• **WORK TASK**
Return every line below exactly.

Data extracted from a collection
+ + + + + + +

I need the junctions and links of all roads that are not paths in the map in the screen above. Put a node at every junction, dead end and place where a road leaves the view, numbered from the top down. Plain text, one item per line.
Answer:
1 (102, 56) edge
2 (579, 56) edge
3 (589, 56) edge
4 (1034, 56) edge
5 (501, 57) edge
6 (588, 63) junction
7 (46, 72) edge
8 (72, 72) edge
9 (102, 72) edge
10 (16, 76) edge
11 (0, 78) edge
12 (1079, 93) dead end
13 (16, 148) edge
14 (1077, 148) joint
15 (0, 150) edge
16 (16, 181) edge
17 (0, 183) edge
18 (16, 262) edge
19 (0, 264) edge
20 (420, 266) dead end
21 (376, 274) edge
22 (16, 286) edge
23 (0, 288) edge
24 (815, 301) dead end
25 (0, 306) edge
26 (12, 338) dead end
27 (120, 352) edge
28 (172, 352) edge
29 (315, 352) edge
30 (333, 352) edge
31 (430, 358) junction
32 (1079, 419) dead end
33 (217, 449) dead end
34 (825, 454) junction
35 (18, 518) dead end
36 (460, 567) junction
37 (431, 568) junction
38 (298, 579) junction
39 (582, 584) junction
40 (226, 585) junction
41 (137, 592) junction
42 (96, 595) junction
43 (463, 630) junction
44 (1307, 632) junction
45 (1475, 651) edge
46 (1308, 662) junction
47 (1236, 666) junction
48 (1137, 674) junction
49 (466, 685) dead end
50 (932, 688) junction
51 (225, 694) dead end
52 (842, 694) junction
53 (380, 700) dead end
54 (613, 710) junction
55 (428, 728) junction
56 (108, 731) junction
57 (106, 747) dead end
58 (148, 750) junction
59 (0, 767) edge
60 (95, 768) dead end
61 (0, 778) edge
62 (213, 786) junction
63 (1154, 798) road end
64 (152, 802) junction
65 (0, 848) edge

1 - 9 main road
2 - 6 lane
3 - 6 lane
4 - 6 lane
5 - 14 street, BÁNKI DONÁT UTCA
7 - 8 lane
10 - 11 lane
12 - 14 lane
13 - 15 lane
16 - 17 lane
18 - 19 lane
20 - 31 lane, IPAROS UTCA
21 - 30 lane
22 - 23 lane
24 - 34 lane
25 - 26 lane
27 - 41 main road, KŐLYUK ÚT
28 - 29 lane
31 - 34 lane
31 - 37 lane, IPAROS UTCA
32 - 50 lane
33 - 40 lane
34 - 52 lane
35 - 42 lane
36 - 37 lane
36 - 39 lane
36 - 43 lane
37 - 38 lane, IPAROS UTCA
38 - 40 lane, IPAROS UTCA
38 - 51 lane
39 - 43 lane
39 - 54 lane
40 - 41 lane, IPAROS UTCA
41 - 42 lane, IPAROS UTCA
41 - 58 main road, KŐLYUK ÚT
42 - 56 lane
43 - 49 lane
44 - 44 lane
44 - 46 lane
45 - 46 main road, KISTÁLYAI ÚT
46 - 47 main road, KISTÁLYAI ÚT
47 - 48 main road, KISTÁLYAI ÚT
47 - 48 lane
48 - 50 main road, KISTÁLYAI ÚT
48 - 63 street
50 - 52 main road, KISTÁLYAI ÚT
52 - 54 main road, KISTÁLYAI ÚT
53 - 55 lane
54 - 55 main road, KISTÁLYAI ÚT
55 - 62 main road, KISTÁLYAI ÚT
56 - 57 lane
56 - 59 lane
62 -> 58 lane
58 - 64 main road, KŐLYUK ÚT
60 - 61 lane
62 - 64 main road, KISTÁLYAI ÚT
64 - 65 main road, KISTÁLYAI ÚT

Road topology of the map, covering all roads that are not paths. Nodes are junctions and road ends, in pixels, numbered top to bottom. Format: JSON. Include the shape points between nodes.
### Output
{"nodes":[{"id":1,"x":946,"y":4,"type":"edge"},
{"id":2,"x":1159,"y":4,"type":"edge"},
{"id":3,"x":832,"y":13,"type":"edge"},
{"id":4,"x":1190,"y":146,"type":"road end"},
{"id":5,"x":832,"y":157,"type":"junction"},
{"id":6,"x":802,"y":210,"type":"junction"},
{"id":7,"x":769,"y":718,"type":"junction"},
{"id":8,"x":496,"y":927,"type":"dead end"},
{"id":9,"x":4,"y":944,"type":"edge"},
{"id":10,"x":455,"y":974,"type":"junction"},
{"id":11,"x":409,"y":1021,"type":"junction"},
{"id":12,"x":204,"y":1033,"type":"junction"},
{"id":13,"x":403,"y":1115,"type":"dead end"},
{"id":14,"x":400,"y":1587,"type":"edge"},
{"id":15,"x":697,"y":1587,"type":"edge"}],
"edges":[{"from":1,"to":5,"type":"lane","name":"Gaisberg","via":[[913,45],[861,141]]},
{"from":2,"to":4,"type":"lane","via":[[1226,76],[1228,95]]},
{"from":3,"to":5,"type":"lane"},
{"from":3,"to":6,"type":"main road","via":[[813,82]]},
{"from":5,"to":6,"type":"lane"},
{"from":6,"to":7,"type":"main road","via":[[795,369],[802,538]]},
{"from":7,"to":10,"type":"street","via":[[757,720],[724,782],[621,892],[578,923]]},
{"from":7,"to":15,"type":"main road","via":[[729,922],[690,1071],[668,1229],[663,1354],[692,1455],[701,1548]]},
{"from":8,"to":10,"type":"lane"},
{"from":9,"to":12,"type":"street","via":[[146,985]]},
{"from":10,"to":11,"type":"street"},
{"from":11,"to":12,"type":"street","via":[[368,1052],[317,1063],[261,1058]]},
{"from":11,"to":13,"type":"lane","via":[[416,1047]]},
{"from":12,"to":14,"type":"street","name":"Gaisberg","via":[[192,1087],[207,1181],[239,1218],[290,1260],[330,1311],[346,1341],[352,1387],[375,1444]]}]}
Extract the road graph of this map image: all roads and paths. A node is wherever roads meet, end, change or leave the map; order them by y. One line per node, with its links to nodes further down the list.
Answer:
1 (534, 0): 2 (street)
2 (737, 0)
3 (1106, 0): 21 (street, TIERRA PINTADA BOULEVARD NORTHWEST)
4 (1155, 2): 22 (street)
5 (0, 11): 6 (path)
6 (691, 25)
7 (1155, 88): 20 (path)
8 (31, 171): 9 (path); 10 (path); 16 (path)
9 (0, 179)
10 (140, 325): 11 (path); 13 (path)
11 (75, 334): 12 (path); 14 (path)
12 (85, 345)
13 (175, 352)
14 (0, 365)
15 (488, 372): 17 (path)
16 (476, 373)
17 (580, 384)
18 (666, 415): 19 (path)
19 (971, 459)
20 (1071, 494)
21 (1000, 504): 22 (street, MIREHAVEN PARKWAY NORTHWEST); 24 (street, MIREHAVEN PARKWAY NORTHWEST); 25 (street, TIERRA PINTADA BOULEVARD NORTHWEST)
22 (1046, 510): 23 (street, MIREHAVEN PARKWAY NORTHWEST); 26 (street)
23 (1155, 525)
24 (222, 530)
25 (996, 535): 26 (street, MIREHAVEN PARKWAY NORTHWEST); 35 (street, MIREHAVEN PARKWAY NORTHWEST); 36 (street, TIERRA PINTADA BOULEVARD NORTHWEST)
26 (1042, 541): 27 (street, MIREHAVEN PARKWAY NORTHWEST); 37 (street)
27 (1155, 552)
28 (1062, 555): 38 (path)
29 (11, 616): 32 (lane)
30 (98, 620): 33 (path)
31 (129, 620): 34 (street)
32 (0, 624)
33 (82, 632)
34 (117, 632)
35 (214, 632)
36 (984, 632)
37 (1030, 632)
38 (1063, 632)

+ + + + + + +

• **SOLVED PROBLEM**
I need the junctions and links of all roads that are not paths in the map in the screen above. Put a node at every junction, dead end and place where a road leaves the view, numbered from the top down. Plain text, one item per line.
Answer:
1 (102, 56) edge
2 (579, 56) edge
3 (589, 56) edge
4 (1034, 56) edge
5 (501, 57) edge
6 (588, 63) junction
7 (46, 72) edge
8 (72, 72) edge
9 (102, 72) edge
10 (16, 76) edge
11 (0, 78) edge
12 (1079, 93) dead end
13 (16, 148) edge
14 (1077, 148) joint
15 (0, 150) edge
16 (16, 181) edge
17 (0, 183) edge
18 (16, 262) edge
19 (0, 264) edge
20 (420, 266) dead end
21 (376, 274) edge
22 (16, 286) edge
23 (0, 288) edge
24 (815, 301) dead end
25 (0, 306) edge
26 (12, 338) dead end
27 (120, 352) edge
28 (172, 352) edge
29 (315, 352) edge
30 (333, 352) edge
31 (430, 358) junction
32 (1079, 419) dead end
33 (217, 449) dead end
34 (825, 454) junction
35 (18, 518) dead end
36 (460, 567) junction
37 (431, 568) junction
38 (298, 579) junction
39 (582, 584) junction
40 (226, 585) junction
41 (137, 592) junction
42 (96, 595) junction
43 (463, 630) junction
44 (1307, 632) junction
45 (1475, 651) edge
46 (1308, 662) junction
47 (1236, 666) junction
48 (1137, 674) junction
49 (466, 685) dead end
50 (932, 688) junction
51 (225, 694) dead end
52 (842, 694) junction
53 (380, 700) dead end
54 (613, 710) junction
55 (428, 728) junction
56 (108, 731) junction
57 (106, 747) dead end
58 (148, 750) junction
59 (0, 767) edge
60 (95, 768) dead end
61 (0, 778) edge
62 (213, 786) junction
63 (1154, 798) road end
64 (152, 802) junction
65 (0, 848) edge

1 - 9 main road
2 - 6 lane
3 - 6 lane
4 - 6 lane
5 - 14 street, BÁNKI DONÁT UTCA
7 - 8 lane
10 - 11 lane
12 - 14 lane
13 - 15 lane
16 - 17 lane
18 - 19 lane
20 - 31 lane, IPAROS UTCA
21 - 30 lane
22 - 23 lane
24 - 34 lane
25 - 26 lane
27 - 41 main road, KŐLYUK ÚT
28 - 29 lane
31 - 34 lane
31 - 37 lane, IPAROS UTCA
32 - 50 lane
33 - 40 lane
34 - 52 lane
35 - 42 lane
36 - 37 lane
36 - 39 lane
36 - 43 lane
37 - 38 lane, IPAROS UTCA
38 - 40 lane, IPAROS UTCA
38 - 51 lane
39 - 43 lane
39 - 54 lane
40 - 41 lane, IPAROS UTCA
41 - 42 lane, IPAROS UTCA
41 - 58 main road, KŐLYUK ÚT
42 - 56 lane
43 - 49 lane
44 - 44 lane
44 - 46 lane
45 - 46 main road, KISTÁLYAI ÚT
46 - 47 main road, KISTÁLYAI ÚT
47 - 48 main road, KISTÁLYAI ÚT
47 - 48 lane
48 - 50 main road, KISTÁLYAI ÚT
48 - 63 street
50 - 52 main road, KISTÁLYAI ÚT
52 - 54 main road, KISTÁLYAI ÚT
53 - 55 lane
54 - 55 main road, KISTÁLYAI ÚT
55 - 62 main road, KISTÁLYAI ÚT
56 - 57 lane
56 - 59 lane
62 -> 58 lane
58 - 64 main road, KŐLYUK ÚT
60 - 61 lane
62 - 64 main road, KISTÁLYAI ÚT
64 - 65 main road, KISTÁLYAI ÚT

Road topology of the map, covering all roads that are not paths. Nodes are junctions and road ends, in pixels, numbered top to bottom. Format: JSON. Include the shape points between nodes.
### Output
{"nodes":[{"id":1,"x":946,"y":4,"type":"edge"},
{"id":2,"x":1159,"y":4,"type":"edge"},
{"id":3,"x":832,"y":13,"type":"edge"},
{"id":4,"x":1190,"y":146,"type":"road end"},
{"id":5,"x":832,"y":157,"type":"junction"},
{"id":6,"x":802,"y":210,"type":"junction"},
{"id":7,"x":769,"y":718,"type":"junction"},
{"id":8,"x":496,"y":927,"type":"dead end"},
{"id":9,"x":4,"y":944,"type":"edge"},
{"id":10,"x":455,"y":974,"type":"junction"},
{"id":11,"x":409,"y":1021,"type":"junction"},
{"id":12,"x":204,"y":1033,"type":"junction"},
{"id":13,"x":403,"y":1115,"type":"dead end"},
{"id":14,"x":400,"y":1587,"type":"edge"},
{"id":15,"x":697,"y":1587,"type":"edge"}],
"edges":[{"from":1,"to":5,"type":"lane","name":"Gaisberg","via":[[913,45],[861,141]]},
{"from":2,"to":4,"type":"lane","via":[[1226,76],[1228,95]]},
{"from":3,"to":5,"type":"lane"},
{"from":3,"to":6,"type":"main road","via":[[813,82]]},
{"from":5,"to":6,"type":"lane"},
{"from":6,"to":7,"type":"main road","via":[[795,369],[802,538]]},
{"from":7,"to":10,"type":"street","via":[[757,720],[724,782],[621,892],[578,923]]},
{"from":7,"to":15,"type":"main road","via":[[729,922],[690,1071],[668,1229],[663,1354],[692,1455],[701,1548]]},
{"from":8,"to":10,"type":"lane"},
{"from":9,"to":12,"type":"street","via":[[146,985]]},
{"from":10,"to":11,"type":"street"},
{"from":11,"to":12,"type":"street","via":[[368,1052],[317,1063],[261,1058]]},
{"from":11,"to":13,"type":"lane","via":[[416,1047]]},
{"from":12,"to":14,"type":"street","name":"Gaisberg","via":[[192,1087],[207,1181],[239,1218],[290,1260],[330,1311],[346,1341],[352,1387],[375,1444]]}]}
Extract the road graph of this map image: all roads and paths. A node is wherever roads meet, end, change or leave the map; order them by y. One line per node, with its links to nodes further down the list.
Answer:
1 (534, 0): 2 (street)
2 (737, 0)
3 (1106, 0): 21 (street, TIERRA PINTADA BOULEVARD NORTHWEST)
4 (1155, 2): 22 (street)
5 (0, 11): 6 (path)
6 (691, 25)
7 (1155, 88): 20 (path)
8 (31, 171): 9 (path); 10 (path); 16 (path)
9 (0, 179)
10 (140, 325): 11 (path); 13 (path)
11 (75, 334): 12 (path); 14 (path)
12 (85, 345)
13 (175, 352)
14 (0, 365)
15 (488, 372): 17 (path)
16 (476, 373)
17 (580, 384)
18 (666, 415): 19 (path)
19 (971, 459)
20 (1071, 494)
21 (1000, 504): 22 (street, MIREHAVEN PARKWAY NORTHWEST); 24 (street, MIREHAVEN PARKWAY NORTHWEST); 25 (street, TIERRA PINTADA BOULEVARD NORTHWEST)
22 (1046, 510): 23 (street, MIREHAVEN PARKWAY NORTHWEST); 26 (street)
23 (1155, 525)
24 (222, 530)
25 (996, 535): 26 (street, MIREHAVEN PARKWAY NORTHWEST); 35 (street, MIREHAVEN PARKWAY NORTHWEST); 36 (street, TIERRA PINTADA BOULEVARD NORTHWEST)
26 (1042, 541): 27 (street, MIREHAVEN PARKWAY NORTHWEST); 37 (street)
27 (1155, 552)
28 (1062, 555): 38 (path)
29 (11, 616): 32 (lane)
30 (98, 620): 33 (path)
31 (129, 620): 34 (street)
32 (0, 624)
33 (82, 632)
34 (117, 632)
35 (214, 632)
36 (984, 632)
37 (1030, 632)
38 (1063, 632)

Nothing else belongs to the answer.